Juli: To Rococo Rot – Classify feat. Arto Lindsay
Ähnlich wie die Musik entfaltet dieser entschleunigte Clip des Geschwister-Paares Orson und Pola Sieverding seine Wirkung erst nach und nach auf subtile Weise.
August: Basement Jaxx – Never Say Never
Kim? Nicki? Nix da, den besten Hintern 2014 hatte der Twerkbot 1.0! Davon waren nicht nur japanische Wissenschaftler, sondern auch die Basement Jaxx und der Regisseur Saman Kesh überzeugt. Prädikat: Besonders – ähem – bootyfull.
September: Arca – Thievery
In einem Musikvideo-Rückblick auf dieses Jahr darf Arca auf keinen Fall fehlen. Gemeinsam mit dem kanadischen Filmemacher Jesse Kanda setzte sich der venezolanische Björk-Kollaborateur in einer Reihe von Clips und Live-Visuals mit Körperpolitik und sexueller Identität auseinander – mit surrealistischen und manchmal auch irritierenden Ergebnissen.
Oktober: Flying Lotus – Never Catch Me feat. Kendrick Lamar
Ganz auf klassisches Storytelling und eine kunstvolle Choreografie setzte Hiro Murai in diesem kleinen Meisterwerk, das natürlich das Leitthema des Flying Lotus-Albums You’re Dead! variierte. Was für eine Totenfeier und welch ein Soundtrack!
November: Head High – Hex Factor
Popping & Locking, echte Breckdance-Helden und die Pfadfinderei: Mehr Zutaten brauchte es nicht, um diesen Clip zu einem der gelungensten Tanzvideos des Jahres zu machen.

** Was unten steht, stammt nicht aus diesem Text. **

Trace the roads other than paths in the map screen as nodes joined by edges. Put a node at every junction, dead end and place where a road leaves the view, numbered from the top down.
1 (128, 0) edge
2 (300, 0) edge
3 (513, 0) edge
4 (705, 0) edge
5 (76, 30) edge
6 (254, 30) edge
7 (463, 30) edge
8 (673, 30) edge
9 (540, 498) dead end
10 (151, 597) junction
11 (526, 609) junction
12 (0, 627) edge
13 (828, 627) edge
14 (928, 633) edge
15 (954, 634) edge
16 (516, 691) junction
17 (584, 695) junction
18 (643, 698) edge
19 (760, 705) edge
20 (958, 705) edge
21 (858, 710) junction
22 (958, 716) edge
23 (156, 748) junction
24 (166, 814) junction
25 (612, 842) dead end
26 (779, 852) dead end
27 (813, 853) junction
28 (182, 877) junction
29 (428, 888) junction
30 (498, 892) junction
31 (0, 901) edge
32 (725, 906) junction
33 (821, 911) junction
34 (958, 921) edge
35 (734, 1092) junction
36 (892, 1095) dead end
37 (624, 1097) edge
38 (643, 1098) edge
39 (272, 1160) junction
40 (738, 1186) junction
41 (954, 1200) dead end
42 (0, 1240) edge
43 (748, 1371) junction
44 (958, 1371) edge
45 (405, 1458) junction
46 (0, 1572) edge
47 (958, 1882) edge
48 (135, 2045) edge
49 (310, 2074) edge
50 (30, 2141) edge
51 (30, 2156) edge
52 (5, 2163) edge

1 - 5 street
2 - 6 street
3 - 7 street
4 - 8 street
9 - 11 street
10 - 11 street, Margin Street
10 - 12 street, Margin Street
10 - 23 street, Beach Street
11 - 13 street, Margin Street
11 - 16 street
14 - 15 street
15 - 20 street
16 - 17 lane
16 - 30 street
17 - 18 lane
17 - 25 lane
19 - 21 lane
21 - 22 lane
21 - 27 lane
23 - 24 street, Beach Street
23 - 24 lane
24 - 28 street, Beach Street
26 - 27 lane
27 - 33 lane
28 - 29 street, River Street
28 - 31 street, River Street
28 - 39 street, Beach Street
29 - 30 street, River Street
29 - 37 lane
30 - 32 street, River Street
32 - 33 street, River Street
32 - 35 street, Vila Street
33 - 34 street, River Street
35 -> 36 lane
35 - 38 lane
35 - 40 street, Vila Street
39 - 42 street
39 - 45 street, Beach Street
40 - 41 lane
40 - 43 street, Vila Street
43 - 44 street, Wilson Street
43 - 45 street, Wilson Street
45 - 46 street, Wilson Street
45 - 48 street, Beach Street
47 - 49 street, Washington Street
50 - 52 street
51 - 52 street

Dezember: Future Brown – Vernáculo feat. Maluca
Als „kapitalistischen Surrealismus“ bezeichnete die Cyber-R&B-Supergroup Future Brown diesen Clip, der die Bildsprache der Werbung für Beauty-Produkte aufgreift und verfemdet. Dass das Video vom Pérez Art Museum in Miami in Auftrag gegeben wurde und ausgerechnet bei der größten US-Kunstverkaufsschau, der Art Basel Miami Beach, seine Premiere feierte, lässt dennoch etwas stutzen. Doch die großartige Elektronik-Konzeptkünstlerin Fatima al Qadiri ist involviert – schon alleine deshalb sollte man das Projekt im Auge behalten!